Las Vegas Sun

April 23, 2024

Man in prison for Las Vegas child rapes will get chance at parole

A man who has spent 27 years in prison for sexually assaulting young girls in Las Vegas when he was a teenager will get a chance at parole.

Andrew Boston was sentenced to 100 years without the possibility of parole on 13 rape counts in 1983, when he was 16.

A law enacted in 2015 makes people younger than 18 who committed a crime other than murder eligible for parole after they serve 15 years, the Nevada Supreme Court said Thursday. The court also noted that the U.S. Supreme Court ruled in 2010 that a life term without the possibility of parole for a teenager convicted of a non-murder offense is cruel and unusual punishment.

The court, in a decision written by Justice Michael Cherry, said 100 years before parole eligibility fits the category of cruel and unusual punishment.

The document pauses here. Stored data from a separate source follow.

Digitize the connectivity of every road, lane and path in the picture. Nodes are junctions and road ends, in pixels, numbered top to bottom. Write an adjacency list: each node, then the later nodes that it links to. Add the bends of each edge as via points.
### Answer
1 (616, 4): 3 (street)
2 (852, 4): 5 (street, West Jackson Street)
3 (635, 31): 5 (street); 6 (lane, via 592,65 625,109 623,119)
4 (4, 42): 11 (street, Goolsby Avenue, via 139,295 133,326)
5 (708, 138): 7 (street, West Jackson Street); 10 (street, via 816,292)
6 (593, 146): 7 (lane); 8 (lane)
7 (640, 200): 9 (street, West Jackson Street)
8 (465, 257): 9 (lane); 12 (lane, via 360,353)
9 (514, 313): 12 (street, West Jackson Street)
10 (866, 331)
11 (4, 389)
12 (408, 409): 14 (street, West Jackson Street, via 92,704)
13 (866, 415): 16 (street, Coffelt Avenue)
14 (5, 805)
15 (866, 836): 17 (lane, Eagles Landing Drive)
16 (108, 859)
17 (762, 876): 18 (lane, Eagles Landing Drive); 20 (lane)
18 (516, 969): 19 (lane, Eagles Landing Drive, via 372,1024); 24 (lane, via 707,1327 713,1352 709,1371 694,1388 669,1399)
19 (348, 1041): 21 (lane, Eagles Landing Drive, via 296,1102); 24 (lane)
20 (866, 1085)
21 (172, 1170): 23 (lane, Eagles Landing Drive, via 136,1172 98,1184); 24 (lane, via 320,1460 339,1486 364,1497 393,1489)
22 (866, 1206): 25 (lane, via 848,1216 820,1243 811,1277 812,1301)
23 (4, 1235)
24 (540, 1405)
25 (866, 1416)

Cherry quoted a previous opinion that said life without parole for a juvenile offender “means denial of hope; it means that good behavior and character improvement are immaterial; it means that whatever the future might hold in store for the mind and spirit of (the convict), he will remain in prison for the rest of his life.”

The court stated that Boston committed a series of “horrific crimes" against a 12-year-old girl, her 15-year-old sister and their stepmother that included forced fellatio and sodomy. He has been convicted in California of a similar offense.